* DATA SUPPLIED *

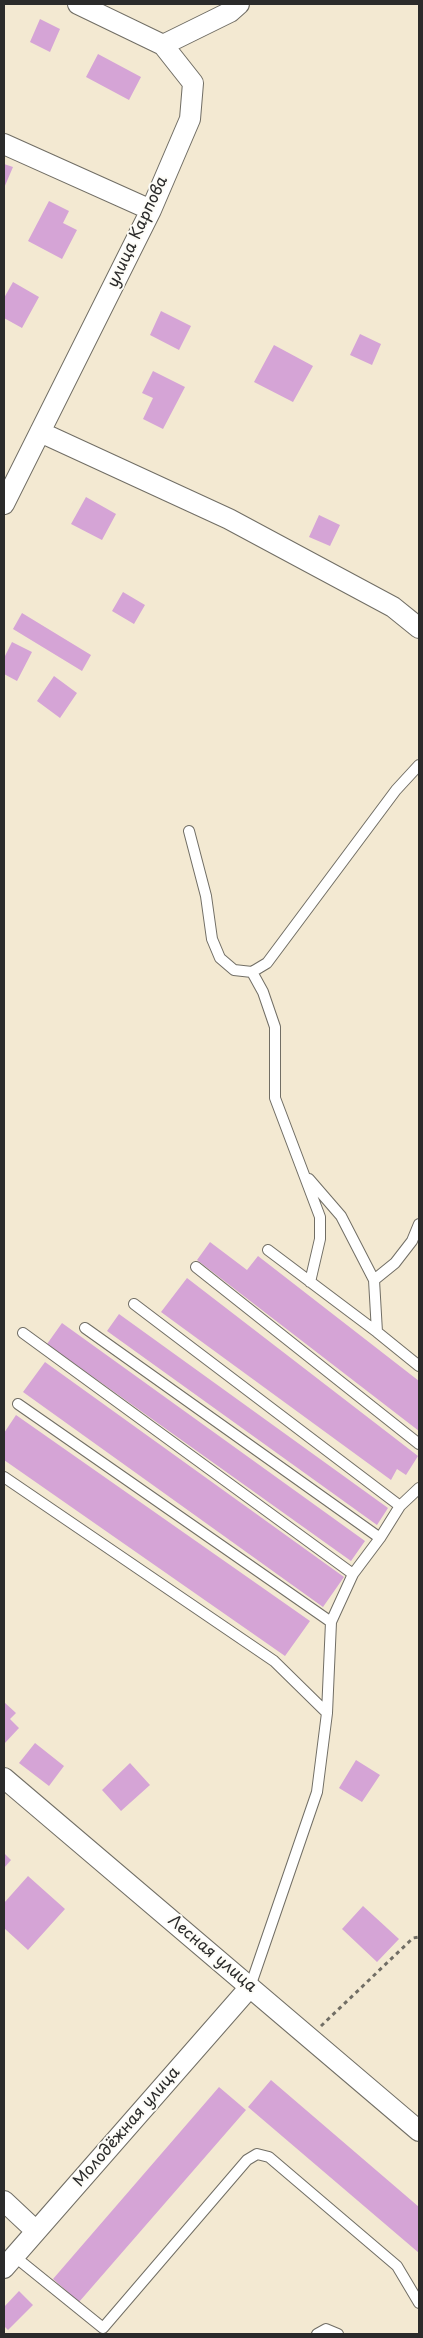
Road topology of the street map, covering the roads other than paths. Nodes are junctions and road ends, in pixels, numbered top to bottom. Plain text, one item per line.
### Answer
1 (78, 4) edge
2 (239, 4) edge
3 (163, 45) junction
4 (4, 144) edge
5 (151, 210) junction
6 (40, 432) junction
7 (4, 504) edge
8 (419, 628) edge
9 (419, 765) edge
10 (189, 831) dead end
11 (252, 972) junction
12 (305, 1174) junction
13 (419, 1224) edge
14 (268, 1250) dead end
15 (196, 1267) dead end
16 (374, 1280) junction
17 (310, 1282) junction
18 (134, 1304) dead end
19 (85, 1328) dead end
20 (23, 1332) dead end
21 (377, 1332) junction
22 (419, 1366) edge
23 (18, 1404) dead end
24 (419, 1444) edge
25 (4, 1477) edge
26 (419, 1488) edge
27 (400, 1506) junction
28 (380, 1538) junction
29 (353, 1574) junction
30 (331, 1622) junction
31 (328, 1713) junction
32 (4, 1778) edge
33 (250, 1987) junction
34 (419, 2131) edge
35 (4, 2201) edge
36 (36, 2231) junction
37 (9, 2262) edge
38 (419, 2303) edge
39 (107, 2331) edge
40 (317, 2334) edge
41 (338, 2334) edge

1 - 3 street, улица Карпова
2 - 3 street
3 - 5 street, улица Карпова
4 - 5 street
5 - 6 street, улица Карпова
6 - 7 street, улица Карпова
6 - 8 street
9 - 11 lane
10 - 11 lane
11 - 12 lane
12 - 16 lane
12 - 17 lane
13 - 16 lane
14 - 17 lane
15 - 24 lane
16 - 21 lane
17 - 21 lane
18 - 27 lane
19 - 28 lane
20 - 29 lane
21 - 22 lane
23 - 30 lane
25 - 31 lane
26 - 27 lane
27 - 28 lane
28 - 29 lane
29 - 30 lane
30 - 31 lane
31 - 33 lane
32 - 33 street, Лесная улица
33 - 34 street, Лесная улица
33 - 36 street, Молодёжная улица
35 - 36 street
36 - 37 street, Молодёжная улица
37 - 39 lane
38 - 39 lane
40 - 41 lane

* REQUIREMENT *
Filter the data for the string "Карпова". Copy each matching line.

* TASK RESULT *
1 - 3 street, улица Карпова
3 - 5 street, улица Карпова
5 - 6 street, улица Карпова
6 - 7 street, улица Карпова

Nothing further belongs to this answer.